By themselves, these raw numbers tell you almost nothing. But when you display this data visually, the numbers start to make sense:
You can immediately see that the taxi tends to go along the same streets again and again. And if you draw this data as an overlay on top of a street map, you can see exactly where the taxi has been:
(Street map courtesy of http://openstreetmap.org).
While this is a very simple example, visualization is a crucial aspect of working with geospatial data. How data is displayed visually, how different data sets are overlaid, and how the user can manipulate data directly in a visual format are all going to be major topics of this book.
The concept of a "mash-up" has become popular in recent years. Mash-ups are applications that combine data and functionality from more than one source. For example, a typical mash-up may combine details of houses for rent in a given city, and plot the location of each rental on a map, as follows:
This example comes from http://housingmaps.com.
The Google Maps API has been immensely popular in creating these types of mash-ups. However, Google Maps has some serious licensing and other limitations—as does Google's main competitor, Bing. Fortunately, these are not the only options; tools such as Mapnik, Openlayers, and MapServer, to name a few, also allow you to create mash-ups that overlay your own data onto a map.

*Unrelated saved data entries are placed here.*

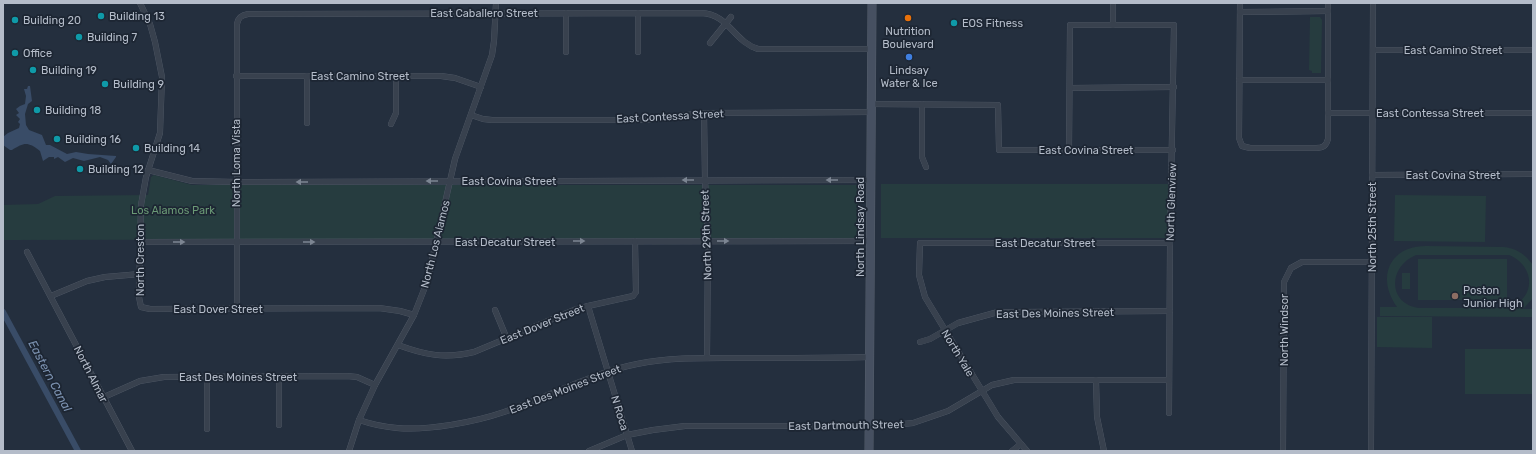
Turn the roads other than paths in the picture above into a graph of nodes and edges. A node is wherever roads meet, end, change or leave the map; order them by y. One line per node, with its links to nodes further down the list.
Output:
1 (140, 3): 44 (street, North Creston)
2 (496, 3): 10 (street, North Los Alamos)
3 (872, 3): 18 (main road, North Lindsay Road)
4 (1113, 3): 16 (street)
5 (1240, 3): 9 (street)
6 (1328, 3): 8 (street)
7 (1373, 3): 19 (street, North 25th Street)
8 (1328, 11): 9 (street); 27 (street)
9 (1240, 12): 26 (street)
10 (496, 13): 11 (street, East Caballero Street); 13 (street, East Caballero Street); 28 (street, North Los Alamos)
11 (566, 13): 12 (street, East Caballero Street); 21 (street)
12 (638, 13): 15 (street, East Caballero Street); 22 (street)
13 (240, 17): 23 (street, North Loma Vista)
14 (731, 17): 15 (street)
15 (726, 23): 17 (street); 18 (street, East Caballero Street)
16 (1113, 25): 29 (street); 30 (street, North Glenview)
17 (710, 43)
18 (872, 50): 32 (main road, North Lindsay Road)
19 (1373, 50): 20 (street, East Camino Street); 35 (street, North 25th Street)
20 (1533, 50)
21 (566, 52)
22 (638, 52)
23 (236, 76): 24 (street, East Camino Street); 50 (street, North Loma Vista)
24 (307, 76): 25 (street, East Camino Street); 38 (street)
25 (396, 76): 28 (street, East Camino Street); 39 (street)
26 (1239, 80): 27 (street); 34 (street)
27 (1328, 80): 34 (street)
28 (481, 87): 37 (street, North Los Alamos)
29 (1070, 88): 30 (street); 41 (street)
30 (1174, 88): 42 (street, North Glenview)
31 (922, 104): 32 (street, East Contessa Street); 40 (street, East Contessa Street); 43 (street)
32 (871, 108): 33 (street, East Contessa Street); 48 (main road, North Lindsay Road)
33 (704, 113): 37 (street, East Contessa Street); 47 (street, North 29th Street)
34 (1328, 113): 35 (street, East Contessa Street)
35 (1372, 113): 36 (street, East Contessa Street); 46 (street, North 25th Street)
36 (1533, 113)
37 (470, 115): 49 (street, North Los Alamos)
38 (306, 123)
39 (391, 124)
40 (998, 150): 41 (street, East Covina Street)
41 (1069, 150): 42 (street, East Covina Street)
42 (1173, 150): 58 (street, North Glenview)
43 (926, 167)
44 (148, 170): 50 (street, East Covina Street); 54 (street, North Creston)
45 (1533, 174): 46 (street, East Covina Street)
46 (1372, 175): 60 (street, North 25th Street)
47 (705, 180): 48 (street, East Covina Street, one-way to 47); 49 (street, East Covina Street, one-way to 49); 52 (street, North 29th Street)
48 (871, 180): 53 (main road, North Lindsay Road)
49 (450, 181): 50 (street, East Covina Street, one-way to 50); 56 (street, North Los Alamos)
50 (236, 182): 55 (street, North Loma Vista)
51 (635, 241): 52 (street, East Decatur Street); 56 (street, East Decatur Street, one-way to 51); 63 (street, East Dover Street)
52 (708, 241): 53 (street, East Decatur Street, one-way to 53); 74 (street, North 29th Street)
53 (871, 241): 73 (main road, North Lindsay Road)
54 (140, 242): 55 (street, East Decatur Street, one-way to 55); 61 (street, North Creston)
55 (236, 242): 56 (street, East Decatur Street, one-way to 56); 65 (street, North Loma Vista)
56 (437, 242): 68 (street, North Los Alamos)
57 (920, 242): 58 (street, East Decatur Street); 69 (street, North Yale)
58 (1170, 243): 67 (street, North Glenview)
59 (28, 252): 62 (street, North Almar)
60 (1372, 262): 98 (street, North Windsor); 99 (street, North 25th Street)
61 (140, 274): 62 (street); 64 (street, North Creston)
62 (51, 296): 82 (street, North Almar)
63 (588, 306): 70 (street, East Dover Street); 75 (street, N Roca)
64 (141, 307): 65 (street, East Dover Street)
65 (236, 309): 68 (street, East Dover Street)
66 (495, 310): 70 (street)
67 (1170, 312): 69 (street, East Des Moines Street); 79 (street, North Glenview)
68 (414, 315): 72 (street, North Los Alamos)
69 (945, 330): 71 (street, East Des Moines Street); 81 (street, North Yale)
70 (507, 338): 72 (street, East Dover Street)
71 (920, 342)
72 (398, 345): 80 (street, North Los Alamos)
73 (870, 357): 74 (street, East Des Moines Street); 86 (main road, North Lindsay Road)
74 (707, 358): 75 (street, East Des Moines Street)
75 (608, 371): 84 (street, East Des Moines Street); 88 (street, N Roca)
76 (207, 377): 77 (street, East Des Moines Street); 82 (street, East Des Moines Street); 87 (street)
77 (279, 377): 80 (street, East Des Moines Street); 85 (street)
78 (1096, 380): 79 (street, East Dartmouth Street); 81 (street, East Dartmouth Street); 97 (street)
79 (1169, 380): 83 (street, North Glenview)
80 (375, 385): 84 (street, North Los Alamos)
81 (981, 392): 86 (street, East Dartmouth Street); 89 (street, North Yale)
82 (104, 397): 90 (street, North Almar)
83 (1169, 413)
84 (359, 420): 91 (street, North Los Alamos)
85 (279, 425)
86 (869, 426): 88 (street, East Dartmouth Street); 94 (main road, North Lindsay Road)
87 (207, 429)
88 (627, 435): 92 (street, East Dartmouth Street); 93 (street, N Roca)
89 (1021, 444): 95 (street); 96 (street, North Yale)
90 (132, 451)
91 (349, 451)
92 (589, 451)
93 (632, 451)
94 (869, 451)
95 (1012, 451)
96 (1027, 451)
97 (1104, 451)
98 (1283, 451)
99 (1371, 451)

Most of these mash-ups run as web applications across the Internet, running on a server that can be accessed by anyone who has a web browser. Sometimes the mash-ups are private, requiring password access, but usually they are publicly available and can be used by anyone. Indeed, many businesses (such as the housing maps site shown in the previous image) are based on freely-available geospatial mash-ups.